▸ **Exercise instructions**
Copy every record exactly as it stands. Leave the pictures out.

▸ **Stored data entries**
· · · · · · ·

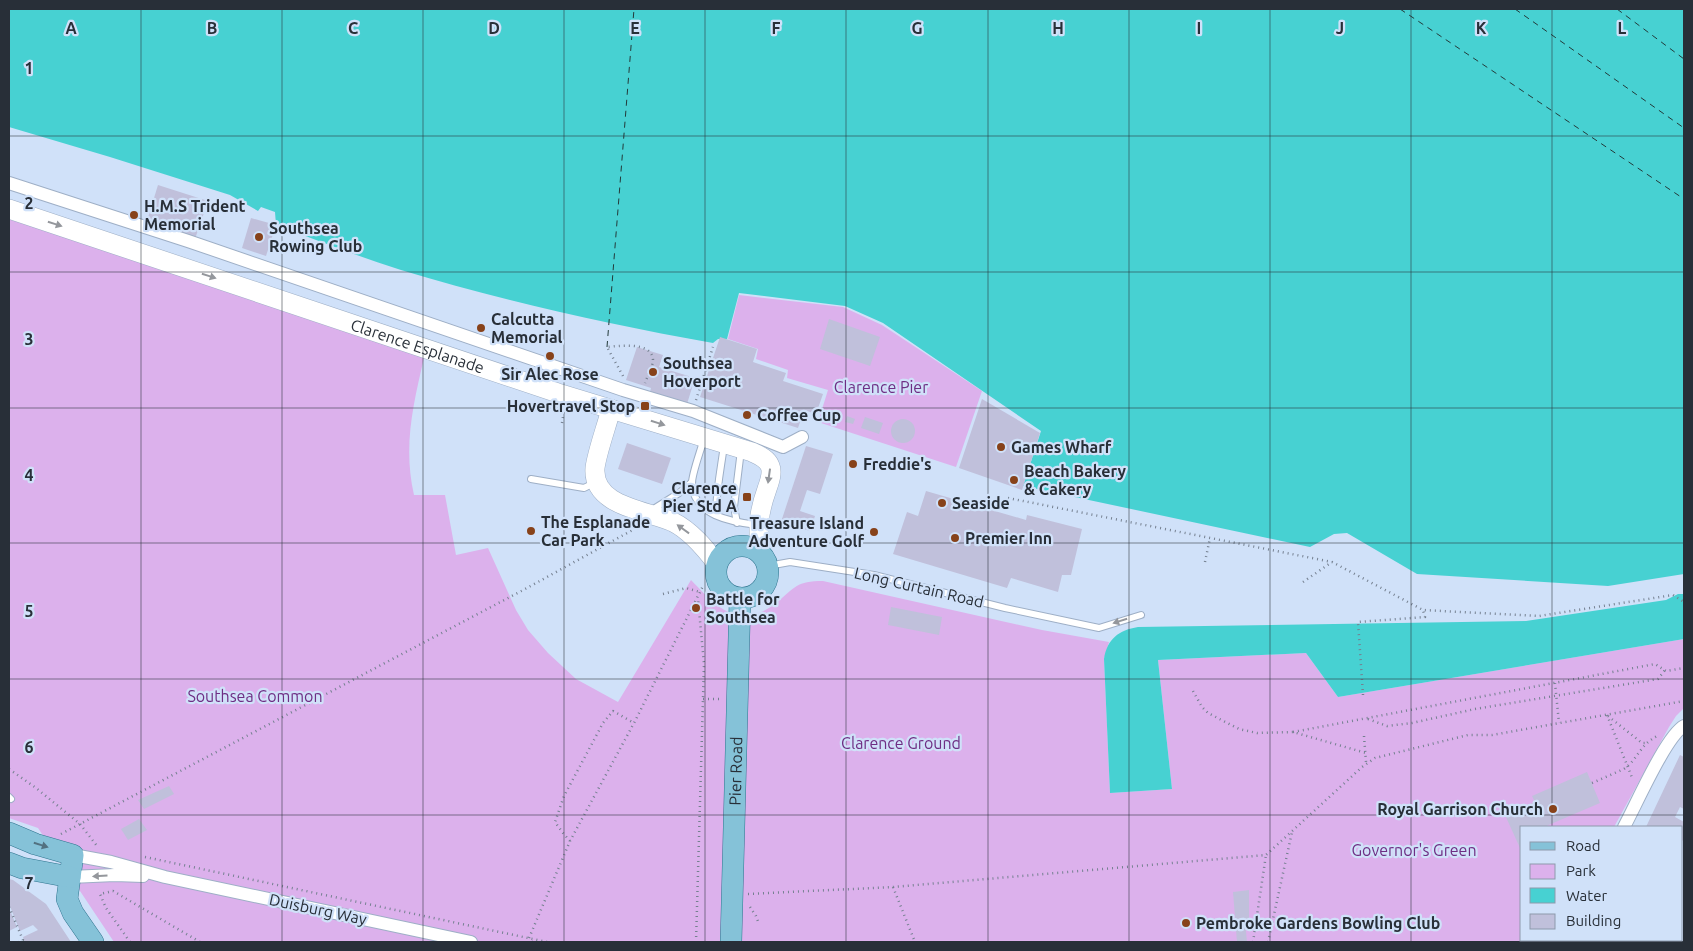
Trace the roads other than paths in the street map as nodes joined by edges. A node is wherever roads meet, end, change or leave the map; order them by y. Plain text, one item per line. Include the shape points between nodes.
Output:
1 (9, 183) edge
2 (9, 209) edge
3 (611, 409) junction
4 (704, 437) junction
5 (802, 437) dead end
6 (733, 446) junction
7 (531, 479) dead end
8 (597, 482) junction
9 (692, 482) junction
10 (716, 515) junction
11 (643, 520) junction
12 (737, 522) junction
13 (758, 525) junction
14 (764, 559) junction
15 (717, 564) junction
16 (740, 598) junction
17 (1141, 615) dead end
18 (1681, 729) edge
19 (1625, 826) edge
20 (9, 833) edge
21 (73, 855) junction
22 (9, 863) edge
23 (70, 877) junction
24 (165, 877) junction
25 (93, 942) edge
26 (471, 942) edge
27 (731, 942) edge

1 - 5 street via 693,411 783,447
2 -> 3 street, Clarence Esplanade
3 -> 4 street, Clarence Esplanade
3 - 8 street via 595,468
4 - 6 street, Clarence Esplanade
4 - 9 lane
6 - 10 lane via 716,492
6 - 12 lane
6 -> 13 street, Clarence Esplanade via 764,458 771,466
7 - 8 lane via 584,488
8 - 11 street via 604,494
9 - 10 lane via 695,498 702,508
9 - 11 lane
10 - 12 lane
15 -> 11 street via 696,539 674,523
12 - 13 lane
13 - 14 street, Clarence Esplanade
14 - 15 main road via 752,547 744,545 727,550
14 - 16 main road via 768,574 762,589
17 -> 14 lane, Long Curtain Road via 1099,628 874,576
15 - 16 main road via 716,580 720,586 725,592
16 - 27 main road, Pier Road
18 - 19 street via 1666,747
20 -> 21 main road
21 - 23 main road
21 - 24 street, Duisburg Way
22 - 23 main road
24 -> 23 street, Duisburg Way
23 - 25 main road via 69,904
24 - 26 street, Duisburg Way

· · · · · · ·

▸ **Your response**
Trace the roads other than paths in the street map as nodes joined by edges. A node is wherever roads meet, end, change or leave the map; order them by y. Plain text, one item per line. Include the shape points between nodes.
Output:
1 (9, 183) edge
2 (9, 209) edge
3 (611, 409) junction
4 (704, 437) junction
5 (802, 437) dead end
6 (733, 446) junction
7 (531, 479) dead end
8 (597, 482) junction
9 (692, 482) junction
10 (716, 515) junction
11 (643, 520) junction
12 (737, 522) junction
13 (758, 525) junction
14 (764, 559) junction
15 (717, 564) junction
16 (740, 598) junction
17 (1141, 615) dead end
18 (1681, 729) edge
19 (1625, 826) edge
20 (9, 833) edge
21 (73, 855) junction
22 (9, 863) edge
23 (70, 877) junction
24 (165, 877) junction
25 (93, 942) edge
26 (471, 942) edge
27 (731, 942) edge

1 - 5 street via 693,411 783,447
2 -> 3 street, Clarence Esplanade
3 -> 4 street, Clarence Esplanade
3 - 8 street via 595,468
4 - 6 street, Clarence Esplanade
4 - 9 lane
6 - 10 lane via 716,492
6 - 12 lane
6 -> 13 street, Clarence Esplanade via 764,458 771,466
7 - 8 lane via 584,488
8 - 11 street via 604,494
9 - 10 lane via 695,498 702,508
9 - 11 lane
10 - 12 lane
15 -> 11 street via 696,539 674,523
12 - 13 lane
13 - 14 street, Clarence Esplanade
14 - 15 main road via 752,547 744,545 727,550
14 - 16 main road via 768,574 762,589
17 -> 14 lane, Long Curtain Road via 1099,628 874,576
15 - 16 main road via 716,580 720,586 725,592
16 - 27 main road, Pier Road
18 - 19 street via 1666,747
20 -> 21 main road
21 - 23 main road
21 - 24 street, Duisburg Way
22 - 23 main road
24 -> 23 street, Duisburg Way
23 - 25 main road via 69,904
24 - 26 street, Duisburg Way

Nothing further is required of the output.